### Input

+ + +

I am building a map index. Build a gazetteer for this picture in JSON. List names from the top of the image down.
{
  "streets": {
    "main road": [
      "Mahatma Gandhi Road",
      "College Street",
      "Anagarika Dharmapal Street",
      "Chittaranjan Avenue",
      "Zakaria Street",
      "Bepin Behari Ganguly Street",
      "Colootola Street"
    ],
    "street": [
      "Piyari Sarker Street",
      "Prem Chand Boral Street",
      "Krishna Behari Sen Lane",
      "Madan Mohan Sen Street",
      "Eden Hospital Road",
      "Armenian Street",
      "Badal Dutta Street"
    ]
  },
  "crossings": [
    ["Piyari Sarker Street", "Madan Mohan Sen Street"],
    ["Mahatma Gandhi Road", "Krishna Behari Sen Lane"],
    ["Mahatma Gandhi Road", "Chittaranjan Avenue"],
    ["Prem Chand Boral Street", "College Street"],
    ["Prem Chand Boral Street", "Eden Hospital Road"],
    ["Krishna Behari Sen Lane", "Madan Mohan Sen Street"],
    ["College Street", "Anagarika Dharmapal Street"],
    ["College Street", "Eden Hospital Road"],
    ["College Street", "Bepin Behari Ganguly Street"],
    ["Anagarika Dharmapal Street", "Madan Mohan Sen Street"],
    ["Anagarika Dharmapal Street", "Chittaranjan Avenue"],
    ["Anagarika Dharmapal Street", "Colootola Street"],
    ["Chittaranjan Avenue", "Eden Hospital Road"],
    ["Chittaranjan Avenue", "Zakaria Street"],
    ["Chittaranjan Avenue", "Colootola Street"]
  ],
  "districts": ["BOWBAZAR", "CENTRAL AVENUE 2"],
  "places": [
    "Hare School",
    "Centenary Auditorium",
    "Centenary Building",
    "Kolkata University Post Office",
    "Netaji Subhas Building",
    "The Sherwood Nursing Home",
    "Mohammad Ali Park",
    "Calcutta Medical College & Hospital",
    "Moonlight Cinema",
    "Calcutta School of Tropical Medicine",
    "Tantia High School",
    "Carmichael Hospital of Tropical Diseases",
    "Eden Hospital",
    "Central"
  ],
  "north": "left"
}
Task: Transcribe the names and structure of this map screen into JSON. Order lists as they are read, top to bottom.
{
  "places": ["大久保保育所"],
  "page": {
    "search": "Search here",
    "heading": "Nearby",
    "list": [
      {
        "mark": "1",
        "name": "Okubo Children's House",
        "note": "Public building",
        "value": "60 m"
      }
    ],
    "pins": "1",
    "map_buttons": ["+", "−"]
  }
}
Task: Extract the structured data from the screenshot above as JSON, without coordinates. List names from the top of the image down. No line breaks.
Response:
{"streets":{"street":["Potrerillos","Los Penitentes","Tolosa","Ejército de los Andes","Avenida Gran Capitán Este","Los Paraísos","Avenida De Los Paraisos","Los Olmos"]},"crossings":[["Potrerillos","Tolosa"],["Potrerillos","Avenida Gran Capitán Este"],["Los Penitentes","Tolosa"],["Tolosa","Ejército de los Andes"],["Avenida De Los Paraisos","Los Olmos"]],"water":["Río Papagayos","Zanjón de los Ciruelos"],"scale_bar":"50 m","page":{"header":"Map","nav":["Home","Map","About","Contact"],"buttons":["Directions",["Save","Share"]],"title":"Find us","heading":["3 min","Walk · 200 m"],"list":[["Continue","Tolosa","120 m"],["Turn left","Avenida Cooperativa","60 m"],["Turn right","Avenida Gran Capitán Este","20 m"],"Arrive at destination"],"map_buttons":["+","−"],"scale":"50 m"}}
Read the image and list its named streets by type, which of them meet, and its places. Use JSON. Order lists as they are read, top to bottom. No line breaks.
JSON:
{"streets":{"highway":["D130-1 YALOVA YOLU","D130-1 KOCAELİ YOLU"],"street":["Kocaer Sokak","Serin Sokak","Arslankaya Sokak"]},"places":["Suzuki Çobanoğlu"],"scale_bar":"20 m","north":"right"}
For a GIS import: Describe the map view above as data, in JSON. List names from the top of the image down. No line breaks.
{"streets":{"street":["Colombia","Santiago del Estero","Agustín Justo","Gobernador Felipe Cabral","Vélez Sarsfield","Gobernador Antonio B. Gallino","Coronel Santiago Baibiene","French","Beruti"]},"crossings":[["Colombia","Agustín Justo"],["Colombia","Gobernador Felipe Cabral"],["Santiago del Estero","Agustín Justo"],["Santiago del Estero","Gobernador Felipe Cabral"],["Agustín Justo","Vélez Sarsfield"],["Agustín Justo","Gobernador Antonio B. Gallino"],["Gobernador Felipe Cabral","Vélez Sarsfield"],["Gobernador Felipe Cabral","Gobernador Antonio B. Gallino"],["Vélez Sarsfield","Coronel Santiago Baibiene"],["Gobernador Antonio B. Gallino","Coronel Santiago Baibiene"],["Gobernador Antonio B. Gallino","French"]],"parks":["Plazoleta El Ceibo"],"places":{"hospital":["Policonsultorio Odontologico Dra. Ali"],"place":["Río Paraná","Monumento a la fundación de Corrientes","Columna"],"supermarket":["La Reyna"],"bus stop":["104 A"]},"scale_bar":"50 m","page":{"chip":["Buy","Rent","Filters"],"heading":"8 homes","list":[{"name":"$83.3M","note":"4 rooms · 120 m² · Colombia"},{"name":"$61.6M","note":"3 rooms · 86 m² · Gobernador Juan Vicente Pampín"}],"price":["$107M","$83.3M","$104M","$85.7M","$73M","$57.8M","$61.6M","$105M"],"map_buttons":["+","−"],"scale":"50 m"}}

+ + +

Filter the entries and copy out every line with the word "Behari".

### Reply
      "Bepin Behari Ganguly Street",
      "Krishna Behari Sen Lane",
    ["Mahatma Gandhi Road", "Krishna Behari Sen Lane"],
    ["Krishna Behari Sen Lane", "Madan Mohan Sen Street"],
    ["College Street", "Bepin Behari Ganguly Street"],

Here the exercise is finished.